[AIM OF THE TASK]: Wherever a line holds the word "junction", copy that line from the data.

(Stored entries)

══════════

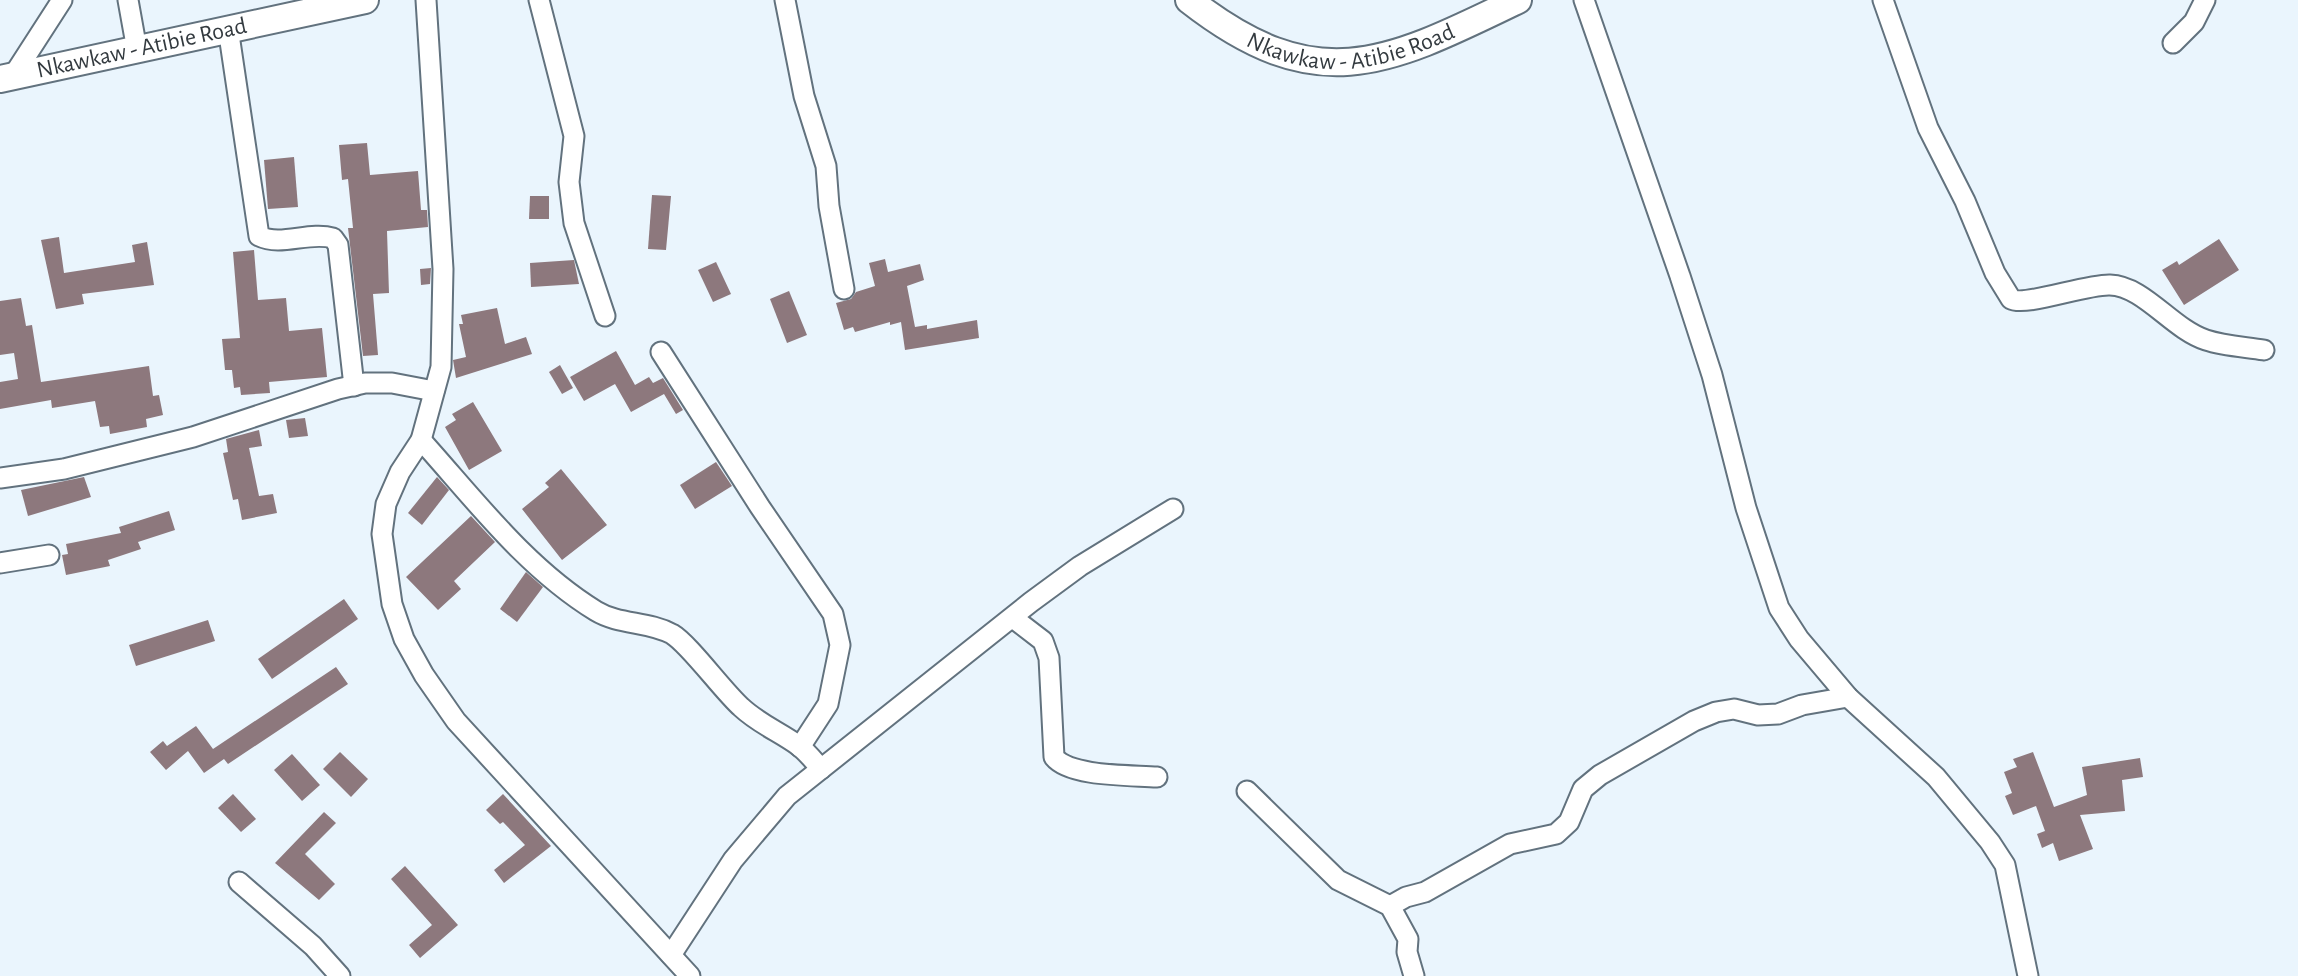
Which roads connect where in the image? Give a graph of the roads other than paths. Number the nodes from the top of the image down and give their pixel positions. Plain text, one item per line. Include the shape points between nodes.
1 (62, 0) edge
2 (128, 0) edge
3 (365, 0) edge
4 (426, 0) edge
5 (540, 0) edge
6 (785, 0) edge
7 (1189, 0) edge
8 (1518, 0) edge
9 (1584, 0) edge
10 (1884, 0) edge
11 (2205, 0) edge
12 (229, 28) junction
13 (2173, 43) dead end
14 (138, 50) junction
15 (6, 77) edge
16 (844, 289) dead end
17 (605, 316) dead end
18 (2264, 350) dead end
19 (661, 352) dead end
20 (354, 386) junction
21 (435, 391) junction
22 (421, 440) junction
23 (0, 478) edge
24 (1173, 509) dead end
25 (49, 555) dead end
26 (0, 563) edge
27 (1013, 618) junction
28 (1848, 697) junction
29 (800, 747) junction
30 (821, 769) junction
31 (1157, 777) dead end
32 (1247, 791) dead end
33 (239, 882) dead end
34 (1390, 906) junction
35 (671, 955) junction
36 (340, 976) edge
37 (690, 976) edge
38 (1414, 976) edge
39 (2028, 976) edge

1 - 15 street
2 - 14 street
3 - 12 main road, Nkawkaw - Atibie Road
4 - 21 street via 443,269 441,367
5 - 17 street via 574,136 569,182 575,223
6 - 16 street via 804,96 826,166
7 - 8 main road, Nkawkaw - Atibie Road via 1261,47 1350,64 1381,59 1418,45
9 - 28 street via 1684,288 1770,586 1799,639
10 - 18 street via 1924,119 2011,299 2026,302 2063,290 2112,285 2130,289 2163,316 2206,340
11 - 13 street via 2194,22
12 - 14 main road, Nkawkaw - Atibie Road
12 - 20 street via 259,236 267,241 323,235 338,245
14 - 15 main road, Nkawkaw - Atibie Road
19 - 29 street via 833,614 841,646 828,704
20 - 21 street via 392,383
20 - 23 street via 193,437 64,469
21 - 22 street
22 - 29 street via 546,574 613,620 674,635 741,707
22 - 35 street via 386,504 382,534 393,604 404,639 424,674 481,750
24 - 27 street via 1080,566
25 - 26 street
27 - 30 street
27 - 31 street via 1043,641 1049,659 1054,757 1060,764
28 - 34 street via 1778,714 1734,709 1695,721 1600,775 1583,789 1569,822 1556,834 1510,844 1425,892
28 - 39 street via 1936,776 2005,865
29 - 30 street
30 - 35 street via 758,826
32 - 34 street via 1338,880
33 - 36 street via 313,946
34 - 38 street via 1408,939
35 - 37 street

══════════

[EXERCISE RESULT]:
12 (229, 28) junction
14 (138, 50) junction
20 (354, 386) junction
21 (435, 391) junction
22 (421, 440) junction
27 (1013, 618) junction
28 (1848, 697) junction
29 (800, 747) junction
30 (821, 769) junction
34 (1390, 906) junction
35 (671, 955) junction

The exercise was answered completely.